No pongo la habitual lista de cuentos porque es bastante larga. Son textos muy breves, en ocasiones hasta de media página, pero cada uno de ellos condensa una historia que se derrama por los márgenes y nos hace pensar en todo lo que puede haber detrás y lo que pasará después.
Si seguimos la división de los relatos en aquellos que tienen inicio, nudo y desenlace y los que nos dan una rebanada de vida, los de este libro pertenecerían a los segundos pero, a la vez, nos dejan clara cuál es la conclusión, no porque esté explícita, sino porque la autora nos da las herramientas necesarias para imaginarla.
Además, la calidad media es altísima, hay muy pocos relatos que sean insustanciales, y algunos son una verdadera obra maestra. Yeso o El monstruo que heredé me han parecido sublimes.
Muy bueno.
El frío y la lluvia se colaban por mi abrigo en mal estado, incluso antes de abandonar el techito donde nos refugiábamos. Teníamos una fecha en una sala inmunda que gozaba de cierto prestigio a pesar de la mugre y había que probar los textos con urgencia. Estrenábamos en tres semanas. El cuerpo entumecido de ella y mis labios congelados necesitaban una habitación calefaccionada para ensayar. Habíamos armado una rutina que no terminaba de cerrarnos por falta de espacio. En la biblioteca teníamos que susurrar los textos, en un hueco entre estantes poco concurridos de la colección del obispado.
Vamos a casa, dijo Camile. Los jueves mi padre se queda bebiendo hasta cualquier hora en un bar, donde juega cartas con otros vejestorios como él. Pero antes pensé que lo decía por mí. No quiero que se cruzen.
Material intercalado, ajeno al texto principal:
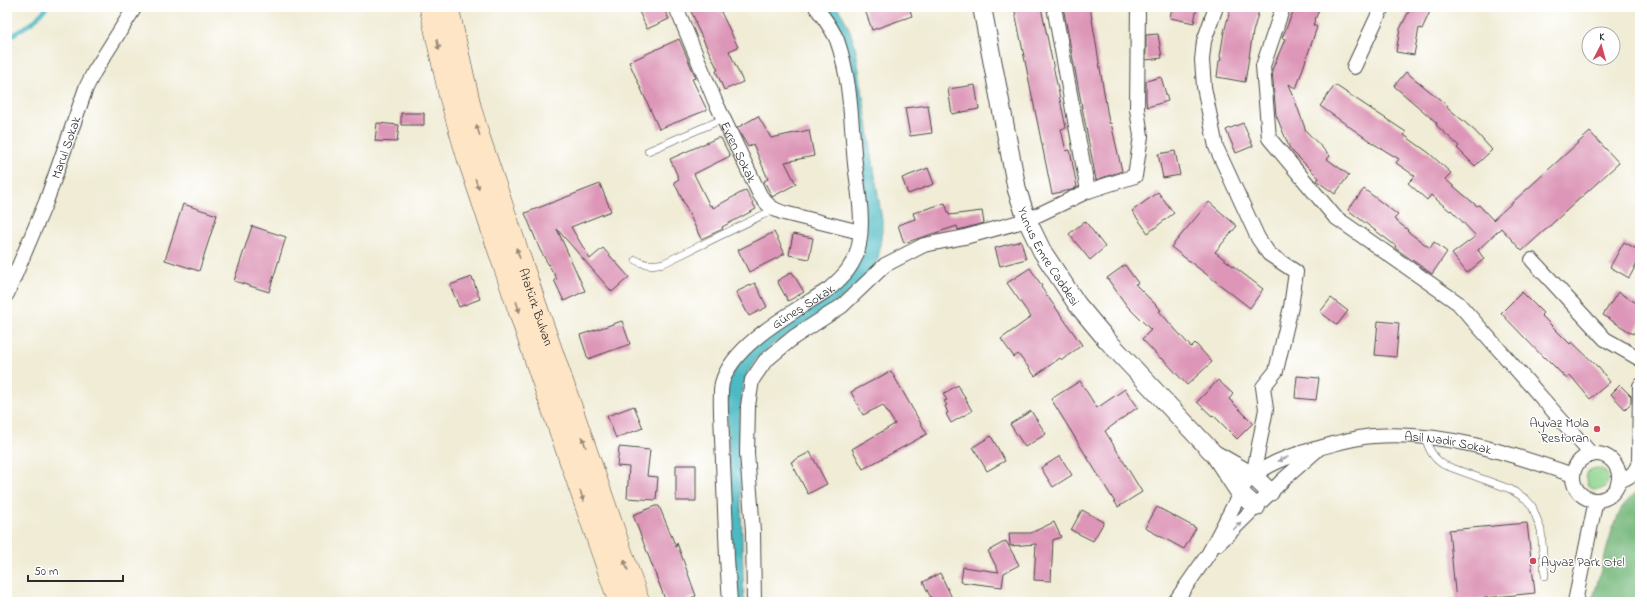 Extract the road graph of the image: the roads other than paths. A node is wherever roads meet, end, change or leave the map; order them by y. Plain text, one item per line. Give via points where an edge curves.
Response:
1 (135, 7) edge
2 (430, 7) edge
3 (448, 7) edge
4 (676, 7) edge
5 (816, 7) edge
6 (982, 7) edge
7 (1054, 7) edge
8 (1138, 7) edge
9 (1216, 7) edge
10 (1283, 7) edge
11 (1382, 7) edge
12 (1354, 67) dead end
13 (724, 119) junction
14 (648, 151) dead end
15 (1088, 191) junction
16 (773, 210) junction
17 (1027, 220) junction
18 (860, 232) junction
19 (636, 260) dead end
20 (1532, 260) dead end
21 (7, 294) edge
22 (1640, 359) edge
23 (1640, 386) edge
24 (1425, 438) junction
25 (1320, 448) junction
26 (1215, 455) junction
27 (1592, 455) junction
28 (1573, 474) junction
29 (1253, 476) junction
30 (1630, 479) edge
31 (1270, 492) junction
32 (1240, 493) junction
33 (1596, 500) junction
34 (1256, 507) junction
35 (1209, 553) junction
36 (1545, 576) dead end
37 (619, 602) edge
38 (639, 602) edge
39 (730, 602) edge
40 (754, 602) edge
41 (1175, 602) edge
42 (1574, 602) edge

1 - 21 street, Marul Sokak via 86,88 46,202
2 -> 37 main road, Atatürk Bulvarı via 449,94 467,156
38 -> 3 main road, Atatürk Bulvarı via 479,136
4 - 13 street, Evren Sokak
5 - 18 street, Güneş Sokak via 836,39 844,68
6 - 17 street, Yunus Emre Caddesi via 1010,159
7 - 15 street
8 - 15 street via 1137,108 1141,136 1135,176
9 - 29 street via 1204,41 1202,60 1204,87 1216,147 1258,238 1269,254 1296,272 1291,307 1276,371 1263,387 1266,409
10 - 27 street via 1263,66 1269,138 1335,218 1458,303
11 - 12 street
13 - 14 lane
13 - 16 street, Evren Sokak via 760,195
15 - 17 street
16 - 18 street
16 - 19 lane via 664,263 642,264
17 - 26 street, Yunus Emre Caddesi via 1042,251 1077,304 1107,340
17 - 40 street via 924,245 885,265 842,306 794,336 765,361 752,380 748,406
18 - 39 street, Güneş Sokak via 856,255 846,273 829,290 753,339 740,353 723,382 721,414
20 - 22 street via 1605,339
23 - 30 street via 1639,462
24 - 25 street, Asil Nadir Sokak via 1401,435 1373,436
24 - 28 street, Asil Nadir Sokak via 1458,441
24 - 36 lane via 1430,451 1444,465 1510,490 1526,499 1532,506 1541,530
25 -> 29 street, Asil Nadir Sokak via 1286,457
25 - 31 street, Asil Nadir Sokak
26 - 29 street, Yunus Emre Caddesi
26 - 32 street, Yunus Emre Caddesi
27 - 28 street via 1579,462
27 - 30 street via 1606,456 1617,466 1619,474
28 - 33 street via 1576,489 1589,499
29 - 31 street, Yunus Emre Caddesi
29 - 32 street, Asil Nadir Sokak
30 - 33 street via 1611,495
31 - 34 street, Asil Nadir Sokak
32 - 34 street, Yunus Emre Caddesi
32 - 35 street, Asil Nadir Sokak
33 - 42 street
35 -> 34 street, Asil Nadir Sokak
35 - 41 street, Asil Nadir Sokak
Caminamos esquivando nieve sucia hasta su edificio, una construcción elegante en el barrio de Salamanca. Al entrar, me sorprendió el estado del departamento. El edificio era de estilo pero, en cuanto traspasé la la puerta, vi botellas vacías en el suelo, una al lado de otra. No había pared sin hilera de botellas, el polvo delataba el tiempo que llevaban ahí.
Es basura de mi padre, dijo. Lo hace para molestar, quiere que me vaya.
El dormitorio de Camile, cerrado con llave, parecía un bazar. La ropa salía de los cajones como lenguas, un núcleo hinchado que no entraba en la boca. Las mesitas atestadas de cajas y fotos de su madre apiladas en vertical. La mujer posaba mostrando el perfil derecho. Era preciosa.
Camile cerró la puerta y pidióó que empezáramos rápido. Le propuse empujar la cama a un costado, no había un centímetro libre, pero fue inútil, al moverla se rebelaban cajas de zapatos, medias y almohadones antes invisibles. Había varios tableros de ajedrez, pocos peones, un par de reinas semi derretidas, velas y zapatos altos de número bajito.
No se puede ensayar así, le dije.
Pero al cabo de un rato logramos armar la escena, es más, ella escupía su parlamento a través de un sombrero agujereado de su madre y yo aproveché un antifaz de estiletos que me quedaban chicos. A eso de las nueve, se escuchó un portazo.

2 comentarios
Juan Pablo, me cayó este libro para mi cumple, porque una amiga leyó este reseña y ejerció de acicate. ¡Y acertó!
He disfrutado mucho con los variados relatos.
Los buenos reseñadores como tú sois los «presciptores del alma».